Start of Block

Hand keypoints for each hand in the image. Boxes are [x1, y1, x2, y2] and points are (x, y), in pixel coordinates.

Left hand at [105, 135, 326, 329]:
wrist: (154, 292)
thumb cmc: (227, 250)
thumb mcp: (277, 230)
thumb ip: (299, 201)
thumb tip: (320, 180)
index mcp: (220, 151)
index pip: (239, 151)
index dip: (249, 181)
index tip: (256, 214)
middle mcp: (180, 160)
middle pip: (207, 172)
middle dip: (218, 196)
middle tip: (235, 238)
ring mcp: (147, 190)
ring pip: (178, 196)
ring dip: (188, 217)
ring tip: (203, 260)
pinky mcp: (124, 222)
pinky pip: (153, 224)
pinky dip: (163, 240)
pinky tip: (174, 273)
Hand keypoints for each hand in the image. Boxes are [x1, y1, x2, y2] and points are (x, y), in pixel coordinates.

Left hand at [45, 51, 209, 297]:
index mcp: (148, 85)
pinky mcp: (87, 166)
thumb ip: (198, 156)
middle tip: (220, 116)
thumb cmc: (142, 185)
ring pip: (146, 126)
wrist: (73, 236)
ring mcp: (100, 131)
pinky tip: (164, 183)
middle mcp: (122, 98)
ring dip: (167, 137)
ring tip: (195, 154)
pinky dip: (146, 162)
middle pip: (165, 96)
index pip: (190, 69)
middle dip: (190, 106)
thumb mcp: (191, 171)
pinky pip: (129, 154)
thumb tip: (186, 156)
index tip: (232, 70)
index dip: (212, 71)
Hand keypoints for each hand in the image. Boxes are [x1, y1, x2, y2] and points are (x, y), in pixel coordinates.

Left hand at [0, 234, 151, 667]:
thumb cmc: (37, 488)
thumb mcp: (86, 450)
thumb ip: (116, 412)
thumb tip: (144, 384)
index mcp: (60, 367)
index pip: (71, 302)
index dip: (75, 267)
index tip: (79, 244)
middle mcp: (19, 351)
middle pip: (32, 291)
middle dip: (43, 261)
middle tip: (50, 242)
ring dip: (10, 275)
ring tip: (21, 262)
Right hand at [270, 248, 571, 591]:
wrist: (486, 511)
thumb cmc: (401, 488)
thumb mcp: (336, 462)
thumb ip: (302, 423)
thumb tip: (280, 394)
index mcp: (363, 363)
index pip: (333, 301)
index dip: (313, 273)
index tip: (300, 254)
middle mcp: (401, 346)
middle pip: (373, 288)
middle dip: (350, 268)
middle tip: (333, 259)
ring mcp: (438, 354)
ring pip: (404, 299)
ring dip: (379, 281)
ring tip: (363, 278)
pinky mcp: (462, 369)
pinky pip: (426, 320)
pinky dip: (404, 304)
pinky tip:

End of Block

◆ **Aim of the exercise**
Output the lines of the records above exactly as they appear, from the line containing "index tip: (79, 244)" through the line containing "index tip: (300, 254)".

◆ **Result of the exercise**
index tip: (79, 244)
middle mcp: (19, 351)
middle pip: (32, 291)
middle dip: (43, 261)
middle tip: (50, 242)
ring dip: (10, 275)
ring tip: (21, 262)
Right hand at [270, 248, 571, 591]:
wrist: (486, 511)
thumb cmc: (401, 488)
thumb mcp: (336, 462)
thumb ip: (302, 423)
thumb tip: (280, 394)
index mcp: (363, 363)
index pip: (333, 301)
index dip: (313, 273)
index tip: (300, 254)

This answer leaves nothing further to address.